Texas is no exception. The state ranks among the top five most-attacked in the nation, and local governments, healthcare providers, and small businesses across Central and South Texas have all been targets. In 2019, a coordinated ransomware attack hit more than 20 Texas municipalities in a single day. More recently, attacks on Dallas County, Houston-area hospitals, and Texas energy companies have made headlines. The threat isn’t theoretical, it’s local.
Why Small Businesses Are Prime Targets
Cybercriminals aren’t just going after big payouts anymore. They’re running volume operations, hitting dozens of smaller targets with lower defenses. For a ransomware gang, a 5-person accounting firm with no IT staff and outdated backups is an easier mark than a Fortune 500 company with a dedicated security team.
The numbers bear this out. According to recent industry research, 47% of small businesses with under $10 million in revenue were hit by ransomware in the past year. And 69% of businesses that paid a ransom were attacked again, often by the same group or their affiliates. Paying doesn’t make you safer; it makes you a repeat target.
What makes small businesses vulnerable? The most common factors are lack of internal security expertise, known security gaps that haven’t been addressed, and outdated or untested backup systems. In other words, the same issues that allow ransomware to succeed are the ones that make ransomware recovery difficult or impossible.
The Real Cost of a Ransomware Attack
When people think about ransomware costs, they focus on the ransom itself.
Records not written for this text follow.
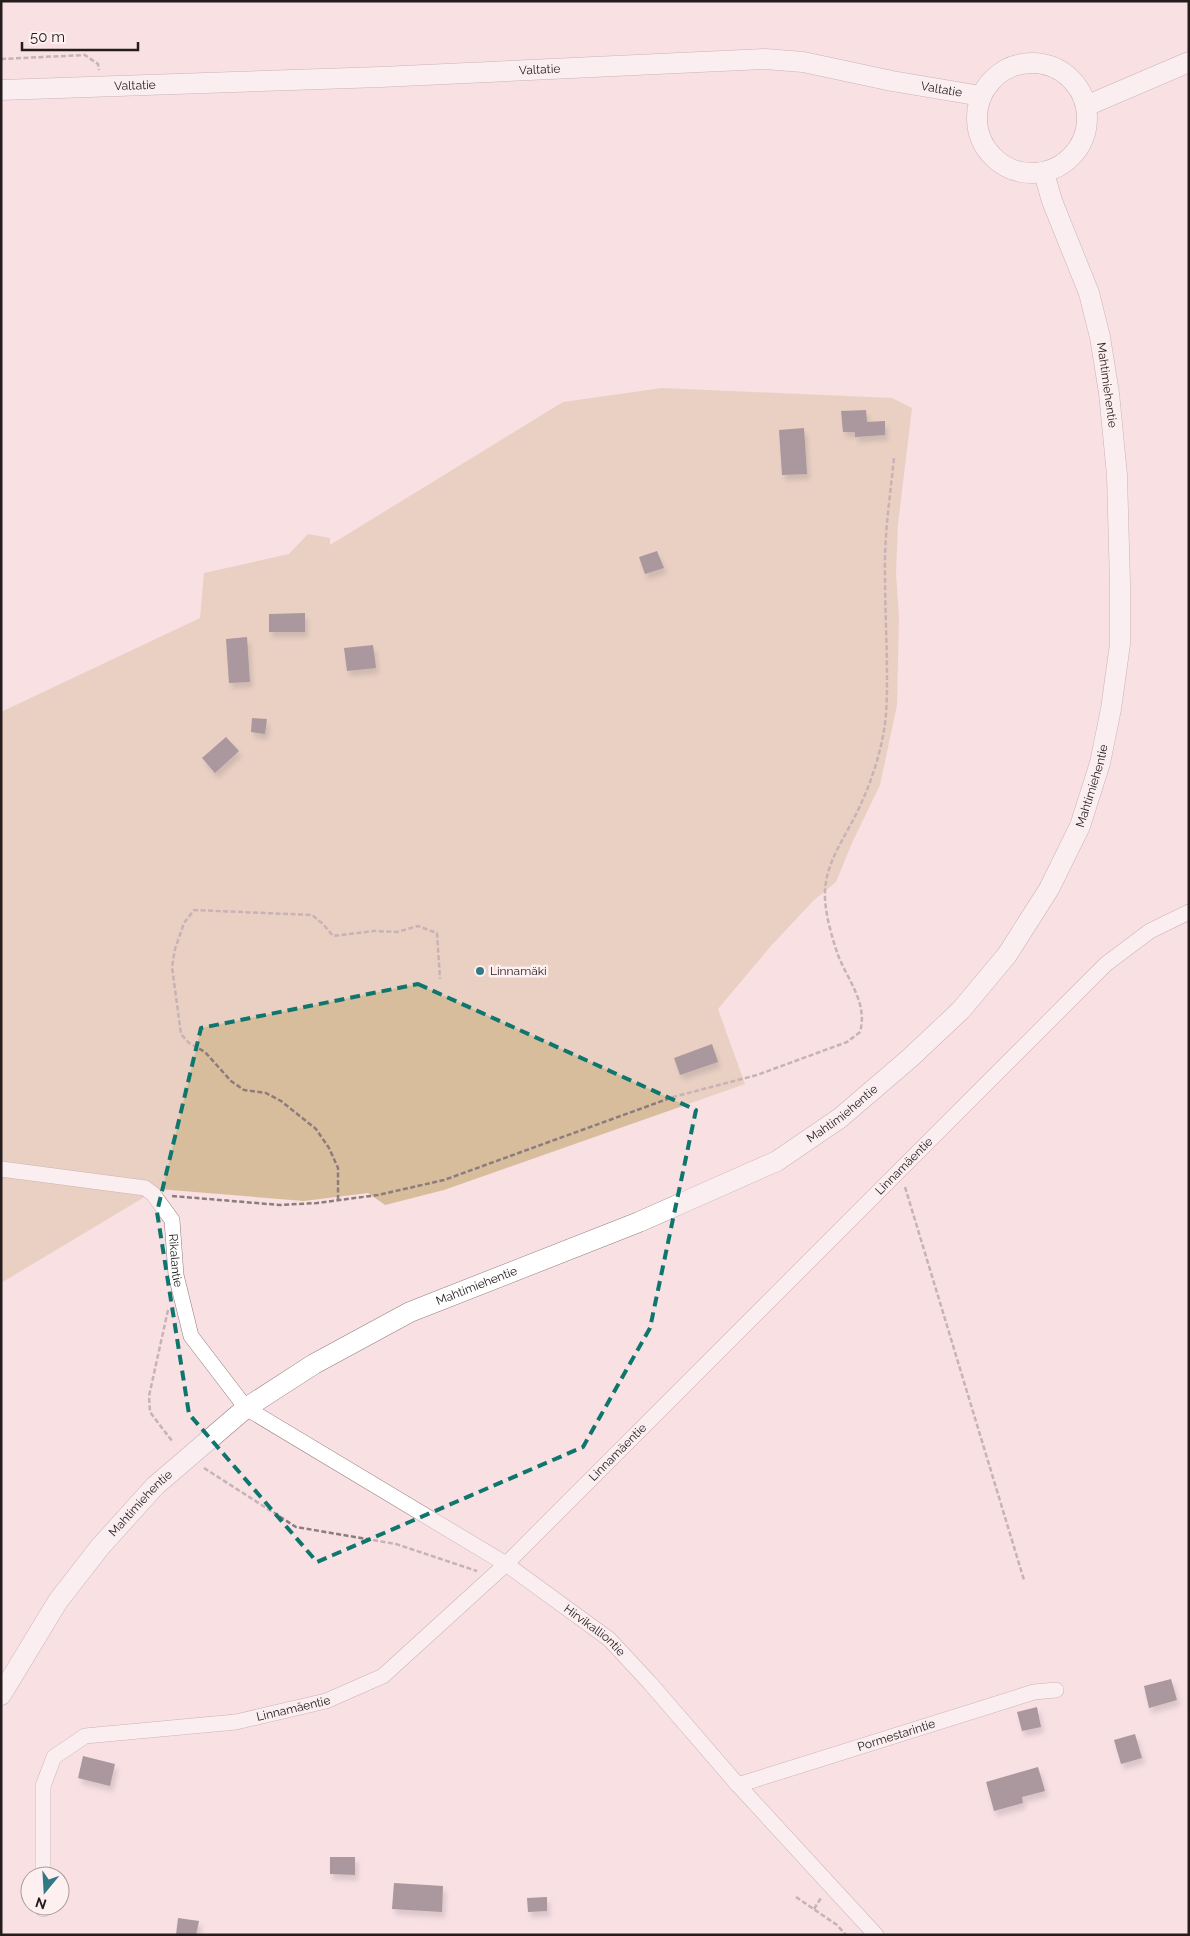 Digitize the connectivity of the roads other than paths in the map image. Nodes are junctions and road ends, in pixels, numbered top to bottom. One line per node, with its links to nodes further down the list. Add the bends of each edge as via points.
1 (1189, 62): 6 (main road)
2 (99, 87): 3 (main road, Valtatie); 4 (main road, Valtatie); 5 (main road, Valtatie, via 765,59 802,62)
3 (1, 90)
4 (1, 96)
5 (981, 96): 6 (main road, via 986,86 1004,70 1037,63 1069,77 1080,90); 7 (main road, via 977,128 989,153 1011,170 1033,174)
6 (1086, 106): 7 (main road, via 1086,128 1078,148 1064,164)
7 (1044, 172): 10 (main road, Mahtimiehentie, via 1052,201 1089,293 1100,337 1117,474 1120,644 1100,763 1080,826 1049,889 1012,947 961,1010 910,1058 840,1118 777,1161 639,1222 410,1312 314,1364)
8 (1189, 912): 11 (street, Linnamäentie, via 1150,931 1106,964)
9 (1, 1169): 10 (street, Rikalantie, via 145,1188 153,1194 172,1220 176,1275 192,1336)
10 (246, 1408): 11 (street, Hirvikalliontie); 13 (main road, Mahtimiehentie, via 155,1486 100,1547 58,1601)
11 (506, 1564): 14 (street, Hirvikalliontie, via 609,1639); 15 (street, Linnamäentie, via 383,1676 326,1701 236,1722 85,1736 54,1756 42,1786)
12 (1056, 1690): 14 (street, Pormestarintie, via 1034,1692)
13 (1, 1694)
14 (738, 1785): 16 (street, Hirvikalliontie)
15 (43, 1866)
16 (876, 1935) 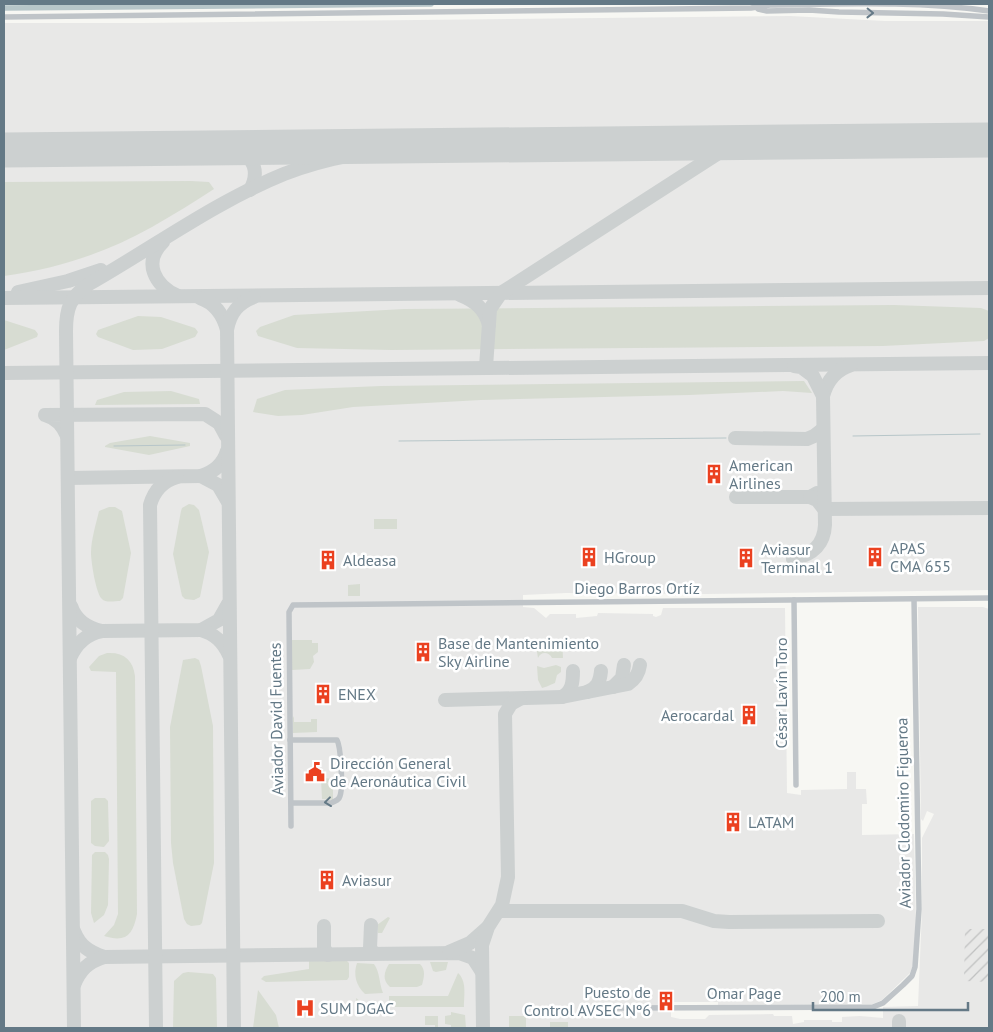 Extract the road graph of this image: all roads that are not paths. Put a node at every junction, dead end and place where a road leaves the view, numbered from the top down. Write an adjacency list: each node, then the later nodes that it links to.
1 (751, 8): 2 (street); 3 (street); 4 (street, one-way to 4)
2 (989, 11)
3 (4, 17)
4 (989, 17)
5 (989, 598): 6 (street, Diego Barros Ortíz)
6 (914, 599): 7 (street, Diego Barros Ortíz); 13 (street, Aviador Clodomiro Figueroa)
7 (794, 600): 8 (street, Diego Barros Ortíz); 10 (street, César Lavín Toro)
8 (289, 612): 9 (street, Aviador David Fuentes)
9 (290, 740): 11 (street, Aviador David Fuentes); 11 (street, one-way to 11)
10 (796, 785)
11 (291, 802): 12 (street, Aviador David Fuentes)
12 (290, 826)
13 (873, 1007): 14 (street, Omar Page)
14 (615, 1008) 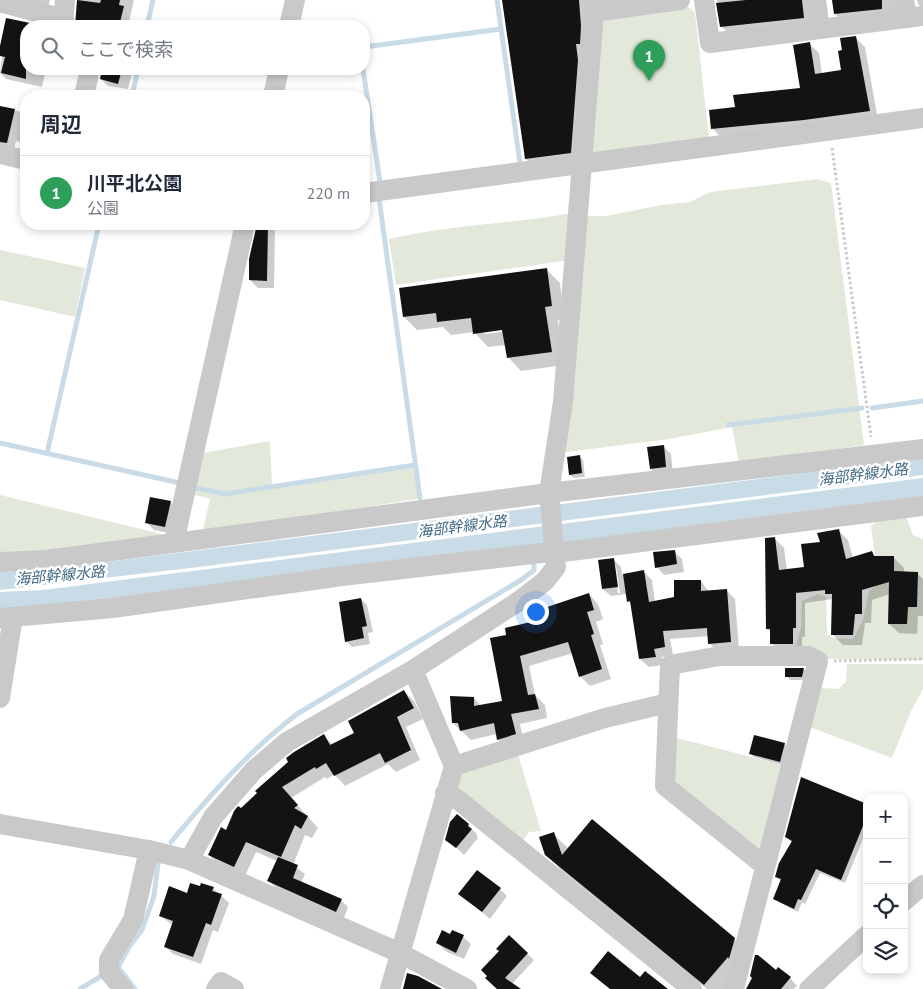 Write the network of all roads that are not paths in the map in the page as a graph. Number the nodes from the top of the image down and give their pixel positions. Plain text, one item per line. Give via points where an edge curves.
1 (294, 0) edge
2 (680, 0) edge
3 (704, 0) edge
4 (816, 0) edge
5 (2, 6) edge
6 (595, 6) edge
7 (911, 11) edge
8 (64, 15) edge
9 (290, 20) edge
10 (820, 29) junction
11 (89, 75) edge
12 (278, 75) edge
13 (85, 90) edge
14 (274, 90) edge
15 (923, 118) edge
16 (0, 154) edge
17 (20, 159) edge
18 (583, 163) junction
19 (370, 192) edge
20 (244, 230) edge
21 (923, 449) edge
22 (549, 497) junction
23 (923, 506) edge
24 (174, 542) junction
25 (555, 554) junction
26 (0, 562) edge
27 (6, 618) edge
28 (413, 670) junction
29 (0, 698) edge
30 (668, 703) junction
31 (454, 766) junction
32 (445, 793) junction
33 (0, 824) edge
34 (149, 850) junction
35 (189, 860) junction
36 (765, 866) junction
37 (923, 885) edge
38 (908, 898) edge
39 (863, 939) edge
40 (400, 953) junction
41 (123, 989) edge
42 (216, 989) edge
43 (234, 989) edge
44 (390, 989) edge
45 (467, 989) edge
46 (692, 989) edge
47 (734, 989) edge
48 (809, 989) edge

1 - 9 street
2 - 6 street
3 - 10 street via 710,43
4 - 10 street
5 - 8 street
6 - 18 street
7 - 10 street
11 - 13 street
12 - 14 street
15 - 18 street
16 - 17 street
18 - 19 street
18 - 22 street via 563,402
20 - 24 street
21 - 22 street
22 - 24 street
22 - 25 street
23 - 25 street
24 - 26 street via 46,560
25 - 27 street via 541,553 113,608
25 - 28 street via 556,568 545,581
27 - 29 street
28 - 31 street
28 - 35 street via 287,742 254,770 213,817
30 - 31 street via 605,718
30 - 36 street via 665,786
30 - 36 street via 670,665 720,656 808,656 818,661
31 - 32 street
32 - 40 street
32 - 46 street via 457,799
33 - 34 street
34 - 35 street
34 - 41 street via 133,920 109,960 110,972
35 - 40 street
36 - 47 street
37 - 38 street
39 - 48 street
40 - 44 street
40 - 45 street
42 - 43 street via 221,982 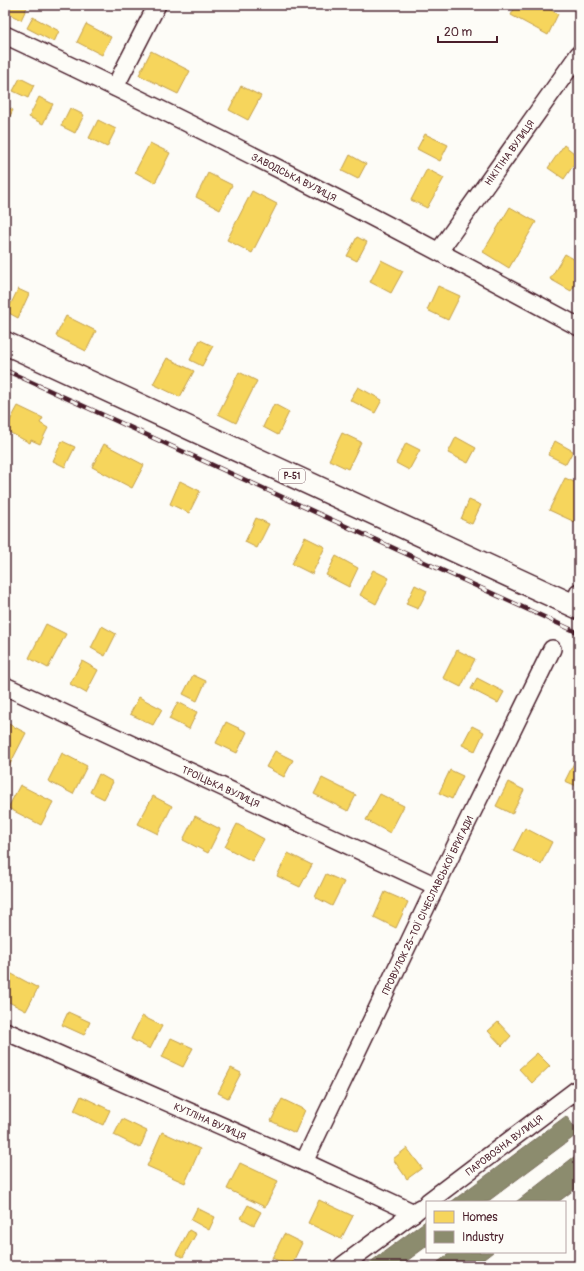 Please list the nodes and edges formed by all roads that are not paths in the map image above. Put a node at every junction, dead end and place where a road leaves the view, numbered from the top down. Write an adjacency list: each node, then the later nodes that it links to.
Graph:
1 (157, 5): 4 (street)
2 (5, 35): 4 (street, ЗАВОДСЬКА ВУЛИЦЯ)
3 (579, 54): 5 (street, НІКІТІНА ВУЛИЦЯ)
4 (115, 87): 5 (street, ЗАВОДСЬКА ВУЛИЦЯ)
5 (439, 251): 6 (street, ЗАВОДСЬКА ВУЛИЦЯ)
6 (579, 327)
7 (5, 344): 8 (main road, Р-51)
8 (577, 602)
9 (552, 649): 11 (street, ПРОВУЛОК 25-ТОЇ СІЧЕСЛАВСЬКОЇ БРИГАДИ)
10 (5, 686): 11 (street, ТРОЇЦЬКА ВУЛИЦЯ)
11 (436, 886): 14 (street, ПРОВУЛОК 25-ТОЇ СІЧЕСЛАВСЬКОЇ БРИГАДИ)
12 (5, 1031): 14 (street, КУТЛІНА ВУЛИЦЯ)
13 (579, 1088): 15 (street, ПАРОВОЗНА ВУЛИЦЯ)
14 (304, 1162): 16 (street, КУТЛІНА ВУЛИЦЯ)
15 (430, 1201)
16 (423, 1206): 17 (street, ПАРОВОЗНА ВУЛИЦЯ)
17 (342, 1266) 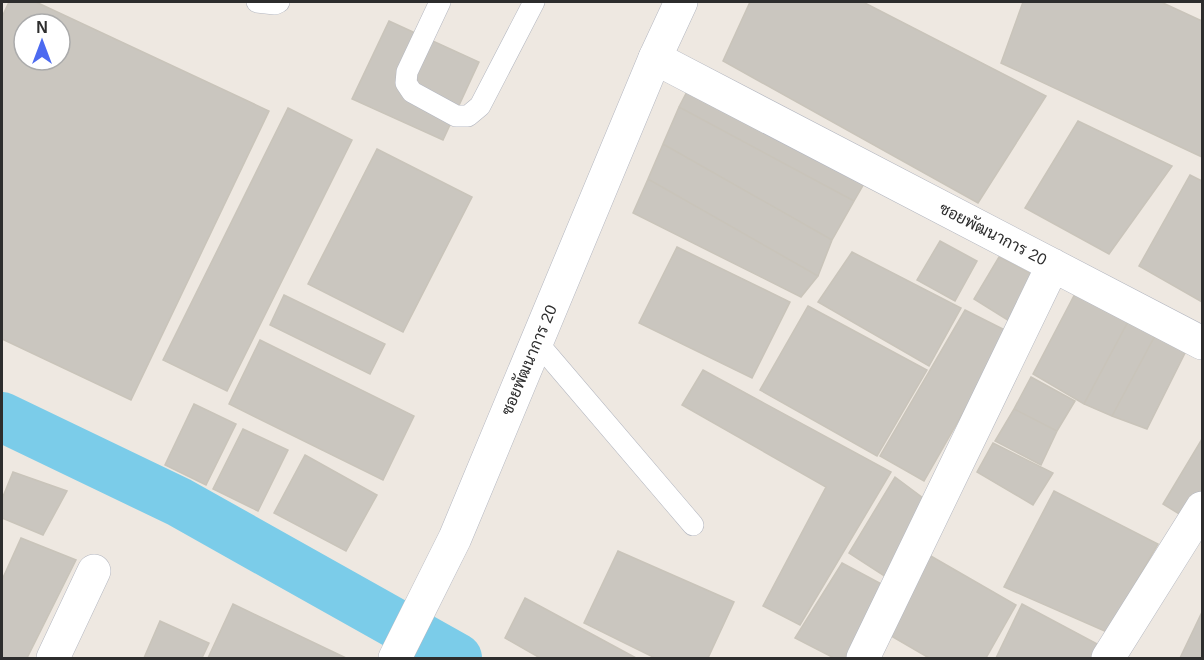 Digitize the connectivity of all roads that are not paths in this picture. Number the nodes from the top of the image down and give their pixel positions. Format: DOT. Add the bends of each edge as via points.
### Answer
graph roads {
  1 [pos="257,2"];
  2 [pos="279,2"];
  3 [pos="440,2"];
  4 [pos="534,2"];
  5 [pos="681,2"];
  6 [pos="655,58"];
  7 [pos="1053,265"];
  8 [pos="536,341"];
  9 [pos="1203,343"];
  10 [pos="1203,508"];
  11 [pos="693,525"];
  12 [pos="94,571"];
  13 [pos="53,658"];
  14 [pos="395,658"];
  15 [pos="863,658"];
  16 [pos="1108,658"];
  1 -- 2 [label="lane"];
  3 -- 4 [label="lane" via="406,72 406,83 412,92 456,116 468,116 480,106"];
  5 -- 6 [label="street, ซอยพัฒนาการ 20"];
  6 -- 7 [label="street, ซอยพัฒนาการ 20"];
  6 -- 8 [label="street, ซอยพัฒนาการ 20"];
  7 -- 9 [label="street, ซอยพัฒนาการ 20"];
  7 -- 15 [label="street"];
  8 -- 11 [label="lane"];
  8 -- 14 [label="street, ซอยพัฒนาการ 20" via="455,538"];
  10 -- 16 [label="street"];
  12 -- 13 [label="street"];
}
But the ransom is often the smallest part of the damage.
The average cost to recover from a ransomware attack—excluding any ransom payment—was $1.53 million in 2025. That includes system restoration, forensic investigation, legal fees, regulatory exposure, lost productivity, and reputation damage. For small businesses, costs typically range from $120,000 to over $1 million depending on the scope of the attack.
Then there’s downtime. The average business experiences 24 days of disruption after a ransomware attack. That’s more than three weeks where you can’t access your accounting software, respond to customers, or complete projects. For a small operation, even a few days offline can mean missed deadlines, lost clients, and cash flow problems that linger for months.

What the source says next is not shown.